An ideal park would have had new, sturdy ramps set up on a concrete deck. Once the park moved, not only did the city have less space for fewer aging ramps, but it set them up on an asphalt base. Then the city designated the ramps for use by skaters and bikers — which is roughly the equivalent of having football and soccer teams share a field that never gets new turf. As Frantz warned, the park has not aged well.
“Since they’re not [maintaining and replacing the facilities], it leaves less and less ramps for people to skate, and more and more space for people to come and hang out,” explains Frantz. “When you visit a real skate park, there are issues, but not like this. There’s not fights, there’s not graffiti. There’s many, many adults and kids skating all the time. Self policing works when you have a wider range of people using it. When you have a bunch of 16-year-olds in an area, it begets more 16 year olds.”
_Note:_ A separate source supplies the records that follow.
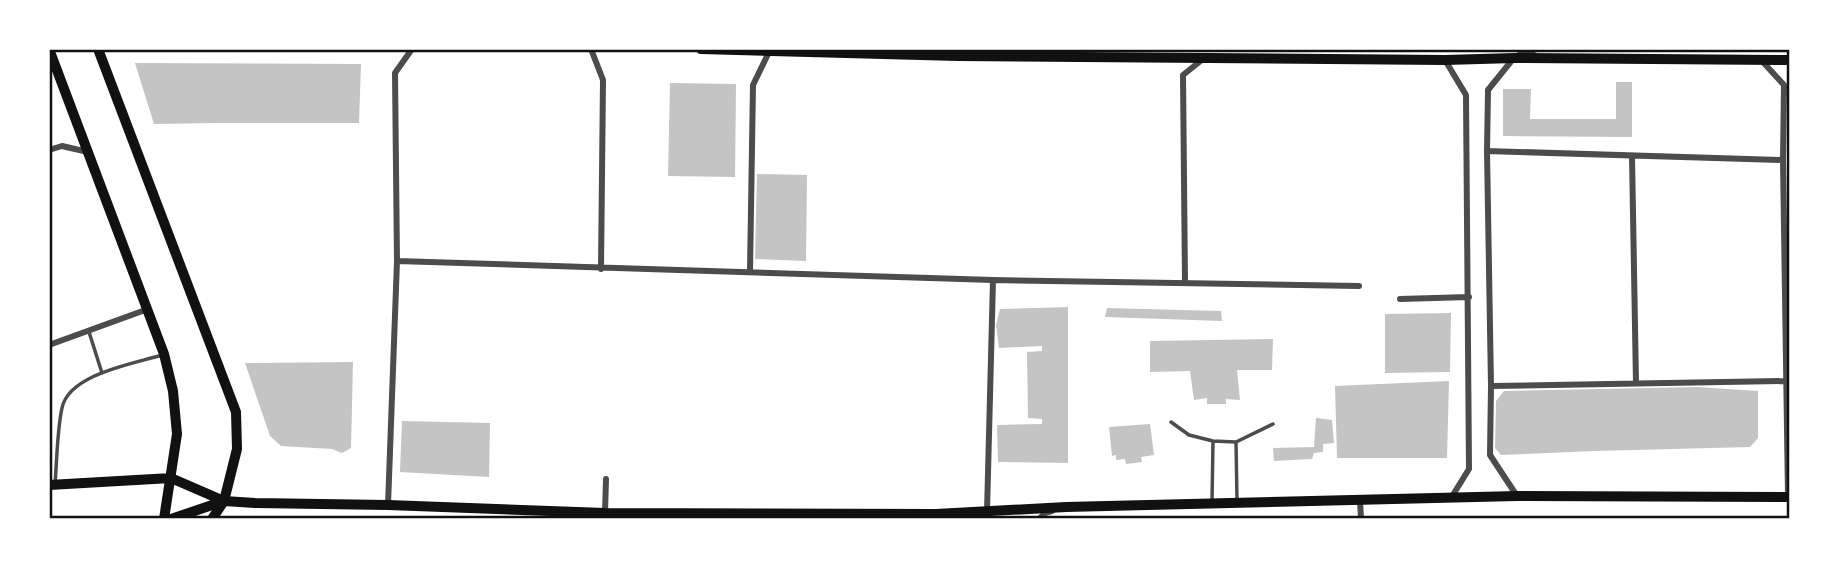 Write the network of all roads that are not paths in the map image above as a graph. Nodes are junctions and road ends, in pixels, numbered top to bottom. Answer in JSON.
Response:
{"nodes":[{"id":1,"x":49,"y":49,"type":"edge"},
{"id":2,"x":98,"y":49,"type":"edge"},
{"id":3,"x":412,"y":49,"type":"edge"},
{"id":4,"x":592,"y":49,"type":"edge"},
{"id":5,"x":701,"y":49,"type":"edge"},
{"id":6,"x":744,"y":50,"type":"edge"},
{"id":7,"x":769,"y":50,"type":"edge"},
{"id":8,"x":867,"y":51,"type":"edge"},
{"id":9,"x":898,"y":51,"type":"edge"},
{"id":10,"x":957,"y":52,"type":"edge"},
{"id":11,"x":1006,"y":53,"type":"edge"},
{"id":12,"x":1083,"y":53,"type":"edge"},
{"id":13,"x":1517,"y":53,"type":"edge"},
{"id":14,"x":1205,"y":58,"type":"junction"},
{"id":15,"x":1445,"y":60,"type":"junction"},
{"id":16,"x":1760,"y":60,"type":"junction"},
{"id":17,"x":1790,"y":60,"type":"edge"},
{"id":18,"x":55,"y":77,"type":"edge"},
{"id":19,"x":49,"y":150,"type":"edge"},
{"id":20,"x":1487,"y":151,"type":"junction"},
{"id":21,"x":89,"y":152,"type":"junction"},
{"id":22,"x":1632,"y":156,"type":"junction"},
{"id":23,"x":1783,"y":160,"type":"junction"},
{"id":24,"x":1787,"y":195,"type":"edge"},
{"id":25,"x":397,"y":261,"type":"junction"},
{"id":26,"x":601,"y":269,"type":"junction"},
{"id":27,"x":750,"y":271,"type":"junction"},
{"id":28,"x":993,"y":280,"type":"junction"},
{"id":29,"x":1185,"y":283,"type":"junction"},
{"id":30,"x":1359,"y":286,"type":"dead end"},
{"id":31,"x":1469,"y":297,"type":"junction"},
{"id":32,"x":1400,"y":299,"type":"dead end"},
{"id":33,"x":148,"y":309,"type":"junction"},
{"id":34,"x":89,"y":331,"type":"junction"},
{"id":35,"x":1788,"y":337,"type":"edge"},
{"id":36,"x":49,"y":345,"type":"edge"},
{"id":37,"x":164,"y":354,"type":"junction"},
{"id":38,"x":392,"y":371,"type":"junction"},
{"id":39,"x":102,"y":373,"type":"junction"},
{"id":40,"x":402,"y":373,"type":"dead end"},
{"id":41,"x":1786,"y":381,"type":"junction"},
{"id":42,"x":1636,"y":383,"type":"junction"},
{"id":43,"x":1491,"y":386,"type":"junction"},
{"id":44,"x":1171,"y":422,"type":"dead end"},
{"id":45,"x":1273,"y":424,"type":"dead end"},
{"id":46,"x":1213,"y":441,"type":"junction"},
{"id":47,"x":1236,"y":442,"type":"junction"},
{"id":48,"x":171,"y":478,"type":"junction"},
{"id":49,"x":606,"y":479,"type":"dead end"},
{"id":50,"x":52,"y":485,"type":"edge"},
{"id":51,"x":1517,"y":496,"type":"junction"},
{"id":52,"x":1789,"y":497,"type":"edge"},
{"id":53,"x":1451,"y":498,"type":"junction"},
{"id":54,"x":1360,"y":500,"type":"junction"},
{"id":55,"x":224,"y":501,"type":"junction"},
{"id":56,"x":1237,"y":503,"type":"junction"},
{"id":57,"x":1212,"y":504,"type":"junction"},
{"id":58,"x":388,"y":505,"type":"junction"},
{"id":59,"x":1066,"y":507,"type":"junction"},
{"id":60,"x":987,"y":512,"type":"junction"},
{"id":61,"x":605,"y":513,"type":"junction"},
{"id":62,"x":936,"y":514,"type":"junction"},
{"id":63,"x":164,"y":519,"type":"edge"},
{"id":64,"x":171,"y":519,"type":"edge"},
{"id":65,"x":212,"y":519,"type":"edge"},
{"id":66,"x":951,"y":519,"type":"edge"},
{"id":67,"x":1039,"y":519,"type":"edge"},
{"id":68,"x":1361,"y":519,"type":"edge"}],
"edges":[{"from":1,"to":18,"type":"main road"},
{"from":2,"to":55,"type":"main road"},
{"from":3,"to":25,"type":"street"},
{"from":4,"to":26,"type":"street"},
{"from":5,"to":6,"type":"main road"},
{"from":6,"to":7,"type":"main road"},
{"from":7,"to":8,"type":"main road"},
{"from":7,"to":27,"type":"street"},
{"from":8,"to":9,"type":"main road"},
{"from":9,"to":10,"type":"main road"},
{"from":10,"to":11,"type":"main road"},
{"from":11,"to":12,"type":"main road"},
{"from":12,"to":14,"type":"main road"},
{"from":13,"to":15,"type":"main road"},
{"from":13,"to":16,"type":"main road"},
{"from":13,"to":20,"type":"street"},
{"from":14,"to":15,"type":"main road"},
{"from":14,"to":29,"type":"street"},
{"from":15,"to":31,"type":"street"},
{"from":16,"to":17,"type":"main road"},
{"from":16,"to":23,"type":"street"},
{"from":18,"to":21,"type":"main road"},
{"from":19,"to":21,"type":"street"},
{"from":20,"to":22,"type":"street"},
{"from":20,"to":43,"type":"street"},
{"from":21,"to":33,"type":"main road"},
{"from":22,"to":23,"type":"street"},
{"from":22,"to":42,"type":"street"},
{"from":23,"to":24,"type":"street"},
{"from":24,"to":35,"type":"street"},
{"from":25,"to":26,"type":"street"},
{"from":25,"to":38,"type":"street"},
{"from":26,"to":27,"type":"street"},
{"from":27,"to":28,"type":"street"},
{"from":28,"to":29,"type":"street"},
{"from":28,"to":60,"type":"street"},
{"from":29,"to":30,"type":"street"},
{"from":31,"to":32,"type":"street"},
{"from":31,"to":53,"type":"street"},
{"from":33,"to":34,"type":"street"},
{"from":33,"to":37,"type":"main road"},
{"from":34,"to":36,"type":"street"},
{"from":34,"to":39,"type":"lane"},
{"from":35,"to":41,"type":"street"},
{"from":37,"to":39,"type":"lane"},
{"from":37,"to":48,"type":"main road"},
{"from":38,"to":40,"type":"street"},
{"from":38,"to":58,"type":"street"},
{"from":39,"to":50,"type":"lane"},
{"from":41,"to":42,"type":"street"},
{"from":41,"to":52,"type":"street"},
{"from":42,"to":43,"type":"street"},
{"from":43,"to":51,"type":"street"},
{"from":44,"to":46,"type":"lane"},
{"from":45,"to":47,"type":"lane"},
{"from":46,"to":47,"type":"lane"},
{"from":46,"to":57,"type":"lane"},
{"from":47,"to":56,"type":"lane"},
{"from":48,"to":50,"type":"main road"},
{"from":48,"to":55,"type":"main road"},
{"from":48,"to":63,"type":"main road"},
{"from":49,"to":61,"type":"street"},
{"from":51,"to":52,"type":"main road"},
{"from":51,"to":53,"type":"main road"},
{"from":53,"to":54,"type":"main road"},
{"from":54,"to":56,"type":"main road"},
{"from":54,"to":68,"type":"street"},
{"from":55,"to":58,"type":"main road"},
{"from":55,"to":64,"type":"main road"},
{"from":55,"to":65,"type":"main road"},
{"from":56,"to":57,"type":"main road"},
{"from":57,"to":59,"type":"main road"},
{"from":58,"to":61,"type":"main road"},
{"from":59,"to":60,"type":"main road"},
{"from":59,"to":67,"type":"street"},
{"from":60,"to":62,"type":"main road"},
{"from":61,"to":62,"type":"main road"},
{"from":62,"to":66,"type":"street"}]} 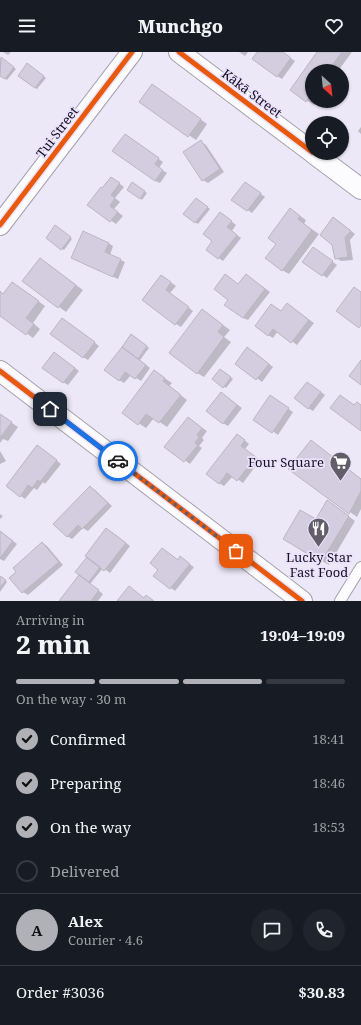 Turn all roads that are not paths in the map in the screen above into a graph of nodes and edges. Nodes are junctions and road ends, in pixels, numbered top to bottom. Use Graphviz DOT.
graph roads {
  1 [pos="132,52"];
  2 [pos="179,52"];
  3 [pos="305,147"];
  4 [pos="322,160"];
  5 [pos="361,189"];
  6 [pos="0,225"];
  7 [pos="0,371"];
  8 [pos="361,567"];
  9 [pos="302,601"];
  10 [pos="340,601"];
  1 -- 6 [label="street, Tui Street"];
  2 -- 3 [label="street, Kākā Street"];
  4 -- 5 [label="street, Kākā Street"];
  7 -- 9 [label="street"];
  8 -- 10 [label="lane"];
}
The cash-strapped city says it can’t afford a full-time monitor to keep the sk8rs in line. Police have claimed they don’t have time to monitor the park. Lakewood and Cuyahoga Falls have similar parks with no custodians (most public skate parks don’t have any monitors). Brunswick Parks & Recreation Director John Piepsny didn’t return Scene’s call or e-mail by deadline.
By now, most of the serious skaters have moved on to grayer plains.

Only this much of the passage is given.